A civil rights organization pressed North Carolina Gov. Pat McCrory on Tuesday not to wait until November to let voters elect a successor to former U.S. Rep. Mel Watt, saying that will deny representation to 12th Congressional District residents for too long. Holding a Nov. 4 election to fill Watt’s unexpired term means more than 700,000 citizens will be without someone in Congress to speak for them on critical legislation like the budget, immigration and possibly the Voting Rights Act for most of 2014, said the Rev. William Barber, president of the state conference of the National Association for the Advancement of Colored People. “Citizens of North Carolina will be forced to go more than 300 days – almost one year – without their constitutionally guaranteed right to representation,” Barber told reporters. “This is taxation without representation.”

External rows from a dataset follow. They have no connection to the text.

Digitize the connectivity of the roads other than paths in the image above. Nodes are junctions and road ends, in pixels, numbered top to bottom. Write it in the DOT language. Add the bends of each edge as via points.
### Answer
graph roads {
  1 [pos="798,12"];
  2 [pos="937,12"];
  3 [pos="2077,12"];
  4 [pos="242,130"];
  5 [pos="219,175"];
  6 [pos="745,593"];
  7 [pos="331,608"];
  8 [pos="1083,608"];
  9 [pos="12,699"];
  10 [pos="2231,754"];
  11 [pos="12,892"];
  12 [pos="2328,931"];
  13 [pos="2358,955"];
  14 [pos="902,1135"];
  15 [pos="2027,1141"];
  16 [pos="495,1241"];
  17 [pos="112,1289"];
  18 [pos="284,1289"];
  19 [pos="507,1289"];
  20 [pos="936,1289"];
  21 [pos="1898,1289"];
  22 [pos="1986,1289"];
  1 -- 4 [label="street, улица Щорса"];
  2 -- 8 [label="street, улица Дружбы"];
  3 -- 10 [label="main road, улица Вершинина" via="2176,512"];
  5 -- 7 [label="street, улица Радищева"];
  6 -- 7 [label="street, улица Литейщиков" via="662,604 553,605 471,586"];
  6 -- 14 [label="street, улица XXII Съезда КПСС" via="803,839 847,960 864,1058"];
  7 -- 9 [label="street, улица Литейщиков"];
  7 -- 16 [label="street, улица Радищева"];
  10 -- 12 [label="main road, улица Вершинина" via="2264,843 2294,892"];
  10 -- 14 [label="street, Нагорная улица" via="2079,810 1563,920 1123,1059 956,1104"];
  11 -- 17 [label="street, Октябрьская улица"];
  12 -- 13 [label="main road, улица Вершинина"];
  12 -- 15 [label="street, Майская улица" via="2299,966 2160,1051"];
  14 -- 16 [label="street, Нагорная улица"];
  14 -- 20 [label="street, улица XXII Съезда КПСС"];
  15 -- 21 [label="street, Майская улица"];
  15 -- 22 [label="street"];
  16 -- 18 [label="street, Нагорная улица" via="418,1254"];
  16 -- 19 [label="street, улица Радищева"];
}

But McCrory, a Republican, stood by his plan to run the special election on the dates already scheduled for the regular 2014 elections in the interests of simplicity, expense and understanding for voters in the Piedmont-area district.
“A simple schedule, where the voters have ample time to evaluate the candidates, and the candidates have ample time to campaign, was the best option,” McCrory wrote in a letter to U.S. Reps. David Price and G.K. Butterfield. The two Democratic incumbents wrote the governor last week asking him to reconsider the special election schedule.
Watt, a Democrat, resigned Jan. 6 to become director of the Federal Housing Finance Agency.